No plano internacional, para além do secretário-geral da ONU, António Guterres, as condenações dos países ocidentais financiadores do Orçamento Geral de Estado Moçambicano não se fizeram esperar. A União Europeia lembra aos poderes moçambicanos que "numa democracia, não há lugar para assassinatos com motivações política".

Antes, outro financiador, Washington, advertiu às autoridades de Maputo que "os eleitores merecem um apuramento de resultados credível e transparente que respeite com precisão os seus direitos constitucionais de escolherem os seus líderes".
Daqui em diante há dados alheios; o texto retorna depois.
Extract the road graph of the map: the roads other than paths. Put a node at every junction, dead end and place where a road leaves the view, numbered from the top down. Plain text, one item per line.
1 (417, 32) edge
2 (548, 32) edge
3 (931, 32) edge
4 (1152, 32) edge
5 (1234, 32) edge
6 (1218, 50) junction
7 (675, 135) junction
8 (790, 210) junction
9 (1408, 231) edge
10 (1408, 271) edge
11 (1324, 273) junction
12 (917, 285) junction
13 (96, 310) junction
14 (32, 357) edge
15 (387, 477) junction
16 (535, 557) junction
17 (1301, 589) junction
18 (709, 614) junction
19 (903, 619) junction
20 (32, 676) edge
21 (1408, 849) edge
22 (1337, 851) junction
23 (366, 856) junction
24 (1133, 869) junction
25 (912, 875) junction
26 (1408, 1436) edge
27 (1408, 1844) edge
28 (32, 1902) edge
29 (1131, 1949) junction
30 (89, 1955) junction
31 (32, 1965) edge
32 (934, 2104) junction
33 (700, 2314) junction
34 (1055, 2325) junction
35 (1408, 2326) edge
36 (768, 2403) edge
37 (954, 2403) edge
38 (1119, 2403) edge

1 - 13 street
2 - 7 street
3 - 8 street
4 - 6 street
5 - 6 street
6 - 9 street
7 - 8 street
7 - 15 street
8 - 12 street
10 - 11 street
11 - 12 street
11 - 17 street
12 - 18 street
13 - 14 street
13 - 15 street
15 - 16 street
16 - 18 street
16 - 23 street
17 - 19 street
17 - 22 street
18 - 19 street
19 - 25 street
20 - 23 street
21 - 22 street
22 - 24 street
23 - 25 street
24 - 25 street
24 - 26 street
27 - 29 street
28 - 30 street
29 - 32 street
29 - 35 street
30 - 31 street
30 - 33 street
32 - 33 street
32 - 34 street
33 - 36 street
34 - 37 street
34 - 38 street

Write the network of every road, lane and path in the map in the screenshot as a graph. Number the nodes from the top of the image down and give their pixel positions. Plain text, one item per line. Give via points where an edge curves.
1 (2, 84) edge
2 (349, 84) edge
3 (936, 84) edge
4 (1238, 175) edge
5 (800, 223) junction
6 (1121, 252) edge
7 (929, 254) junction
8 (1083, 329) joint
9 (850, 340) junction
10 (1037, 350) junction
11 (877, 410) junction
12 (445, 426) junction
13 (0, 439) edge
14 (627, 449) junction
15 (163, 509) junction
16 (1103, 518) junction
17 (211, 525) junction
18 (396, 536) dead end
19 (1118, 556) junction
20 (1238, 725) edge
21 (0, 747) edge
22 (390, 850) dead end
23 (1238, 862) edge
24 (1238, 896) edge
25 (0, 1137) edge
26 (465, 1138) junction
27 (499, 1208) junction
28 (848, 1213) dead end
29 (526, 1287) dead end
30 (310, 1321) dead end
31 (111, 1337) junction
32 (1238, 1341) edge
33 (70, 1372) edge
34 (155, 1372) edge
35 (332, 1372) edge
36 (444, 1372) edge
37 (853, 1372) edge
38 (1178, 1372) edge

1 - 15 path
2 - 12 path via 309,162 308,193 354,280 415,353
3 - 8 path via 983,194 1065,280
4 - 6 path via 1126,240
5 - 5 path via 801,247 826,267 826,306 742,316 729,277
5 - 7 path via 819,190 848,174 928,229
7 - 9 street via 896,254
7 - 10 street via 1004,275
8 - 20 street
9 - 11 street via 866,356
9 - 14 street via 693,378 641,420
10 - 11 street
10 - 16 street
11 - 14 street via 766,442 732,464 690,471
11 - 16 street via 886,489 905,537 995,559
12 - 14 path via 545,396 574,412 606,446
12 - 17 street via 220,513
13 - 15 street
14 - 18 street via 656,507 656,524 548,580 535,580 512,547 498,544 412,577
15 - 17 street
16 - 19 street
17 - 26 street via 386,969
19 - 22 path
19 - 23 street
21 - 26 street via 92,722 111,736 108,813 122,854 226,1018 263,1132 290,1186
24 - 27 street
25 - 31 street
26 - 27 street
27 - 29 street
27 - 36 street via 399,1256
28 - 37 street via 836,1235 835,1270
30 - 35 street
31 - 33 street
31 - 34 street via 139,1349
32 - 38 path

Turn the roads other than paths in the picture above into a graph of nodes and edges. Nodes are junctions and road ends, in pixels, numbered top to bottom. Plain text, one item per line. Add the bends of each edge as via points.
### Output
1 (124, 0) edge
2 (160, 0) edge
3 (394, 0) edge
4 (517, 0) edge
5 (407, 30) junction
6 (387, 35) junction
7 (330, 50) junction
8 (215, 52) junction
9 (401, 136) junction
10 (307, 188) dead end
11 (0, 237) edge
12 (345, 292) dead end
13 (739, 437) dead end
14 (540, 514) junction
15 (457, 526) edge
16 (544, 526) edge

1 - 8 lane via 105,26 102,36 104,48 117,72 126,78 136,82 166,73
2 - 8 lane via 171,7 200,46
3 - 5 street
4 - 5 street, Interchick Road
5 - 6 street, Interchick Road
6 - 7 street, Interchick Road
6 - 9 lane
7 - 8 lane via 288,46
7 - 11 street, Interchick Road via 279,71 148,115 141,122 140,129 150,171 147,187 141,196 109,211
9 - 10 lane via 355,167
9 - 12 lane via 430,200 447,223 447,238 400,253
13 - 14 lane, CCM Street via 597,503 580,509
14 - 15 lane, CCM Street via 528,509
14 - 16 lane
Dentro da sua estratégia de conquistar regiões de influência da URSS/Rússia em África, os Estados Unidos têm-se mostrado cada vez mais atentos aos desenvolvimentos da situação moçambicana e regional.

Já depois do assassinato de Dias e Guambe, a missão de observação eleitoral da União Europeia, numa declaração em Maputo, assegurou ter constatado "irregularidades durante a contagem e alterações injustificadas dos resultados eleitorais a nível das assembleias de voto e distrital".

Em consequência, apelou aos órgãos eleitorais para que "conduzam o processo de apuramento de uma forma transparente e credível, assegurando a verificação dos resultados das mesas de voto".
Neste contexto, as advertências de Washington e seus aliados da UE podem representar a antecâmara de um envolvimento directo dos Estados Unidos no desfecho do conflito pós-eleitoral que se agudiza diariamente.

O comunicado dos americanos a exigir resultados que respeitem com precisão os votos dos moçambicanos faz lembrar um outro, de 2021, relacionado com as presidenciais da Zâmbia, outro membro da SADC.

Em vésperas das presidenciais zambianas, a Administração Biden ameaçou que responsabilizaria todos os zambianos que minassem os processos eleitorais e se envolvessem "em comportamento fraudulento ou corrupto" ou violassem "os direitos democráticos e os fundamentos de eleições livres".

Na ocasião, circulavam informações em diferentes meios, segundo as quais o Presidente cessante, o carismático Edgar Lungu, adulterara o escrutínio, usando tácticas de intimidação e registando mais eleitores nuns círculos que em outros.

Apesar de ter transformado Angola na sua jóia da coroa da África Austral, com as dificuldades no relacionamento com a África do Sul, importante parceiro da Rússia e membro dos BRICS, os EUA precisam de assegurar a sua influência sobre outros países para ter o domínio da região.

A erosão de partidos libertadores que adoptaram uma prática política diferente dos princípios enunciados e que deixaram de trabalhar para ter o "Povo no Poder" (Samora Machel) e ignoram que "o mais importante é resolver os problemas do Povo" (Agostinho Neto) é uma realidade com resultados visíveis.
Portanto, consciente de que quanto mais frágil for a legitimidade, os ideais políticos e ideológicos dos protagonistas do Poder, mais fácil se torna a subjugação a impérios e máfias, o Presidente sul-africano, há dias, mandou recados aos seus irmãos regionais, afirmando: "Os países devem aprender a respeitar a vontade dos povos. O ANC está na posição em que está porque o Povo assim quis".